How to find maximum likelihood estimate for a parameter $a$ in distribution: $$f(x)=\begin{cases} \frac{\left| x\right| }{a ^{2} } &\text{for } x \in\left[ -a;a\right] \\0 &\text{for } x \not\in\left[ -a;a\right] \end{cases}$$

I did the following steps: $$L\left( a;x_{1},...,x_{n}\right) = \prod_{i=1}^{n} \frac{\left| x_{i}\right| }{a^{2}} = \frac{ \prod_{i=1}^{n}\left| x_{i}\right| }{a^{2n}}$$ $$\ln L = -2n \ln a + \sum_{i=1}^{n} \ln \left| x_{i}\right|$$ $$\frac{\partial \ln L}{\partial a} = \frac{-2n}{a}=0$$

What to do next?

Normally (in other examples) i got something like this: $c*=\frac{1}{\overline{X}}$ where $c*$ is some estimated parameter, but here I will get $a*=\infty$, which is wrong IMO.

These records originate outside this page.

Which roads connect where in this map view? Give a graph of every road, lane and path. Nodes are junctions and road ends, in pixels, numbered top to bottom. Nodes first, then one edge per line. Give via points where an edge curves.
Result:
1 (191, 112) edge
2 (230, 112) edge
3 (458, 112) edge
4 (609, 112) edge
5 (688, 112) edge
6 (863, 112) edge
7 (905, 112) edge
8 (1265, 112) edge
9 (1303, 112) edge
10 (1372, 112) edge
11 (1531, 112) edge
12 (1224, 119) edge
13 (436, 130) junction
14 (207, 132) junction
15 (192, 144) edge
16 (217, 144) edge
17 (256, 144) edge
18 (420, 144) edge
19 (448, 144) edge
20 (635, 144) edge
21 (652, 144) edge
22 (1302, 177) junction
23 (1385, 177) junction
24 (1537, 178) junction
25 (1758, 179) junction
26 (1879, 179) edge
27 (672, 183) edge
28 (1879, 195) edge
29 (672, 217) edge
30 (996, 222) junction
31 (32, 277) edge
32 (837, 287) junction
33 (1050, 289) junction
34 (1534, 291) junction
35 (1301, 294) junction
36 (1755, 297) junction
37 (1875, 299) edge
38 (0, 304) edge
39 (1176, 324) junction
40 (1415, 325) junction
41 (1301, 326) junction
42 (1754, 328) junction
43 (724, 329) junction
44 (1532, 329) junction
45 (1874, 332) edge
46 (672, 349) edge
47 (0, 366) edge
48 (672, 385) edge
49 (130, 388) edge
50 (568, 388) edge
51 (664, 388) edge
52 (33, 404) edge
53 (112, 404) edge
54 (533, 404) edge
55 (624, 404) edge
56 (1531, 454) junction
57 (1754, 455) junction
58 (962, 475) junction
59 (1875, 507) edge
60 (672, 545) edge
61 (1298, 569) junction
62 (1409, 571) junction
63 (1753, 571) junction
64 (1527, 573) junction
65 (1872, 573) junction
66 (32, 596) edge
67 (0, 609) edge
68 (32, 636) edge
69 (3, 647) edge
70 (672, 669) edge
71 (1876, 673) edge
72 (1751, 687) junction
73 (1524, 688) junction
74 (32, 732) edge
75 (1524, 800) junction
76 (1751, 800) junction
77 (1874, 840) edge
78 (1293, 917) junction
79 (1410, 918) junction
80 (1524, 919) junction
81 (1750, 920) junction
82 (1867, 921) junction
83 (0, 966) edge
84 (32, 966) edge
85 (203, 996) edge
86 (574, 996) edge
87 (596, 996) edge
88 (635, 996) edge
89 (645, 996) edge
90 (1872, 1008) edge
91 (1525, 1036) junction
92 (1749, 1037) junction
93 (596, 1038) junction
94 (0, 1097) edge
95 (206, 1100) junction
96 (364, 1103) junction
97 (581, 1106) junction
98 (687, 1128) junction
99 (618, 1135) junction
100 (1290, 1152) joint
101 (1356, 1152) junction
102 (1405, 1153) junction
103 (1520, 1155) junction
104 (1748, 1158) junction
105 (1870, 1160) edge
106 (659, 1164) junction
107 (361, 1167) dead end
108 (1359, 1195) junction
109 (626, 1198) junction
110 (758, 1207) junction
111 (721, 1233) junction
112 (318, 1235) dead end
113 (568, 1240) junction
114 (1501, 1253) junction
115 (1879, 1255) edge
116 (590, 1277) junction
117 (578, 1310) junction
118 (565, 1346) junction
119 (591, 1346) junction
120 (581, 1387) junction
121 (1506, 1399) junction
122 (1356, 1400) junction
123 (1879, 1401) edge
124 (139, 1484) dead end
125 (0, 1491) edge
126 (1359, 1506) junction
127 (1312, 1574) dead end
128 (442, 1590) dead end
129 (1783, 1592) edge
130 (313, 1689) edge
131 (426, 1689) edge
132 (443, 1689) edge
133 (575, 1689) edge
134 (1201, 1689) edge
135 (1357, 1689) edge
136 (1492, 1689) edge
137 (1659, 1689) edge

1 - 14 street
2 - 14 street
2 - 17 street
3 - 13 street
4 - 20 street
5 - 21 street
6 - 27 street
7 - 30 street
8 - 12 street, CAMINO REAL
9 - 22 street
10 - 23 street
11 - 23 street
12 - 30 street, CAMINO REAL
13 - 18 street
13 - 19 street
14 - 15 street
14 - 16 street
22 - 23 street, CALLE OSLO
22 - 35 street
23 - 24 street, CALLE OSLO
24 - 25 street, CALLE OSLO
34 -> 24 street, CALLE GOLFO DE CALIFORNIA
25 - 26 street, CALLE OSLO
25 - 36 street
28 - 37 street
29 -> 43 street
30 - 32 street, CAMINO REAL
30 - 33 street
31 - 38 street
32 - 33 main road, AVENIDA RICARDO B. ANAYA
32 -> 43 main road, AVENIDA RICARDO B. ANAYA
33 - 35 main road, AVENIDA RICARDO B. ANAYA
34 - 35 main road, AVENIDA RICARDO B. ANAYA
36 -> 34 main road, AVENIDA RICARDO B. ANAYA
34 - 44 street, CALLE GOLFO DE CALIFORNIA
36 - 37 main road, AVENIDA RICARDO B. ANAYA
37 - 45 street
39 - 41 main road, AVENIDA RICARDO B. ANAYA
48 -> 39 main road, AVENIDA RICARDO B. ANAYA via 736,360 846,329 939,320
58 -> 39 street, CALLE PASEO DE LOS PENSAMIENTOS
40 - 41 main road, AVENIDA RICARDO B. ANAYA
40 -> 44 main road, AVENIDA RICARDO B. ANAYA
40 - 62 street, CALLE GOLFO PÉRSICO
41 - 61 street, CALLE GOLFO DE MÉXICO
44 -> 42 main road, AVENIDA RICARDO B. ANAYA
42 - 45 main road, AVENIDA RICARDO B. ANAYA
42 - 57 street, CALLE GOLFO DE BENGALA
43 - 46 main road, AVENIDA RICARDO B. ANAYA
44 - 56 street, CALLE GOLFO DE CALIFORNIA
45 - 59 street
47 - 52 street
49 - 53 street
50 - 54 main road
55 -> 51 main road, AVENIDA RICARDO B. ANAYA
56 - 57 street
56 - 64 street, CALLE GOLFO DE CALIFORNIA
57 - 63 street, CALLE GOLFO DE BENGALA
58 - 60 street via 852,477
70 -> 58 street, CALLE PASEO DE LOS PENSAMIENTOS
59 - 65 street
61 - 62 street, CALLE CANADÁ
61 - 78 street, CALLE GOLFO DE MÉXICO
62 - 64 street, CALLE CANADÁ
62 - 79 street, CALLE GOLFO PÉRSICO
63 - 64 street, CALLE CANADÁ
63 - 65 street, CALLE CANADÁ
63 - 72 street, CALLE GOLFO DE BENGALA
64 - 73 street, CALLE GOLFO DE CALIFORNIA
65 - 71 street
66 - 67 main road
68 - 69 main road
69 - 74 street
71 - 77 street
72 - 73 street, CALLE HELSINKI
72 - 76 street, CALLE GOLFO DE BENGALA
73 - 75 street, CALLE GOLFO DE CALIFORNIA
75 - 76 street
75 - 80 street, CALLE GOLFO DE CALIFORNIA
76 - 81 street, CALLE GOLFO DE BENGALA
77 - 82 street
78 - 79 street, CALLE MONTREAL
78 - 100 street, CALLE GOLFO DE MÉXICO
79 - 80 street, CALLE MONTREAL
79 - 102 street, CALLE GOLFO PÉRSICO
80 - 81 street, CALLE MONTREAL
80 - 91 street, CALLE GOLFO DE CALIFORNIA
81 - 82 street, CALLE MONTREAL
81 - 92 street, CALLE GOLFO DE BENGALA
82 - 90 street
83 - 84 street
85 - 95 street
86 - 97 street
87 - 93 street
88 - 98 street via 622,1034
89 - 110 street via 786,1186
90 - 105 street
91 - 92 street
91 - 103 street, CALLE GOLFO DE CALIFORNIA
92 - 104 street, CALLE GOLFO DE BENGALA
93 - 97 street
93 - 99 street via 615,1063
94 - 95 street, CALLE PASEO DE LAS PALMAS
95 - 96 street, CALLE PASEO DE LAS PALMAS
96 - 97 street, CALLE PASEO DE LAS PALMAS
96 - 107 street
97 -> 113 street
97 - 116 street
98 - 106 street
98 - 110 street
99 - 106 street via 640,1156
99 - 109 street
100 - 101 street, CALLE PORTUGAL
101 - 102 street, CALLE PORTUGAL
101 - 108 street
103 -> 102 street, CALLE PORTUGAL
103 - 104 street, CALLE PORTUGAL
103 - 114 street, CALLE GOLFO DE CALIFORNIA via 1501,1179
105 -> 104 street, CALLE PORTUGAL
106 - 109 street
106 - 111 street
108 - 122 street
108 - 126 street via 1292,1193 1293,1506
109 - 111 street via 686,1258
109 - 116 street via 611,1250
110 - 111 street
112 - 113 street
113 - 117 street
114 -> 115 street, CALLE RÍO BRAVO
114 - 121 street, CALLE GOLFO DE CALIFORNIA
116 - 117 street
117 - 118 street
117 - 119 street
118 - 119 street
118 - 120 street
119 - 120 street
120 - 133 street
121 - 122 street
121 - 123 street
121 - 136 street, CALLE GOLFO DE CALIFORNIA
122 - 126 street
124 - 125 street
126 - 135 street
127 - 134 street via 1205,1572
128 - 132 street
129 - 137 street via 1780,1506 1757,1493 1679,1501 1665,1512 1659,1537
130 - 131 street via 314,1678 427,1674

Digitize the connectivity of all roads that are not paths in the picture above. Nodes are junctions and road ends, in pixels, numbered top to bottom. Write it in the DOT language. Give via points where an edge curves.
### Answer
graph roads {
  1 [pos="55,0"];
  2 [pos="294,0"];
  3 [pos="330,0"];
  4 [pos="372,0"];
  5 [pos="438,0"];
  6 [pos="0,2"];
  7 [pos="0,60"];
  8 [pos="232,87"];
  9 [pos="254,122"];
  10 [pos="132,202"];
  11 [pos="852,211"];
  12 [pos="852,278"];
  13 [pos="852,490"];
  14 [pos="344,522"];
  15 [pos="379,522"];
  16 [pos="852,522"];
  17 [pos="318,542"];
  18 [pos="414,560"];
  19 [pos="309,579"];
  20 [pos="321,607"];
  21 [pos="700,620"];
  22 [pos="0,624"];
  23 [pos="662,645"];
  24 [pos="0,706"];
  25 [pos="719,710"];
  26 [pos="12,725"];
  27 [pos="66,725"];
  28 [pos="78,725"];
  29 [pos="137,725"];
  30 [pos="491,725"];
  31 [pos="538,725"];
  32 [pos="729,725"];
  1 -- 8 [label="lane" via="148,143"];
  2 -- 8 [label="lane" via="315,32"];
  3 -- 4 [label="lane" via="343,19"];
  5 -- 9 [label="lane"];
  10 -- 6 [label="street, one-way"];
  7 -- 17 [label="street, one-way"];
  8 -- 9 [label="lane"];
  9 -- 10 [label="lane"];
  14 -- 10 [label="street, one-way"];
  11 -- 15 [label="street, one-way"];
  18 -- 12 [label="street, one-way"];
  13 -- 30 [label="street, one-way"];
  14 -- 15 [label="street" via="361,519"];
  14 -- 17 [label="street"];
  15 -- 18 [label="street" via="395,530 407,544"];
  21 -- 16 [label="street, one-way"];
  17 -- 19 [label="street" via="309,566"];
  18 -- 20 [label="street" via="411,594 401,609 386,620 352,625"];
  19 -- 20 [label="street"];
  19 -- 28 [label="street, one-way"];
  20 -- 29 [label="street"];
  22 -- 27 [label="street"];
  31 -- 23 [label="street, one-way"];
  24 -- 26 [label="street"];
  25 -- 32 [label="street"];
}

• Is this for some subject, or for similar self-study from a text or similar? If so, could you please add the self-study tag? Commented May 27, 2013 at 3:30

## 1 Answer

Your mistake is simply in taking the derivative and setting it equal to zero without thinking about what you're actually doing (not all maxima are turning points, he said, meaningfully). What you're actually identifying there would be a minimum.

Let

$$\sum_{i=1}^{n} \ln \left| x_{i}\right|=K\,,$$

say, and draw the log-likelihood function.

... but take care about what the smallest possible value for $a$ is.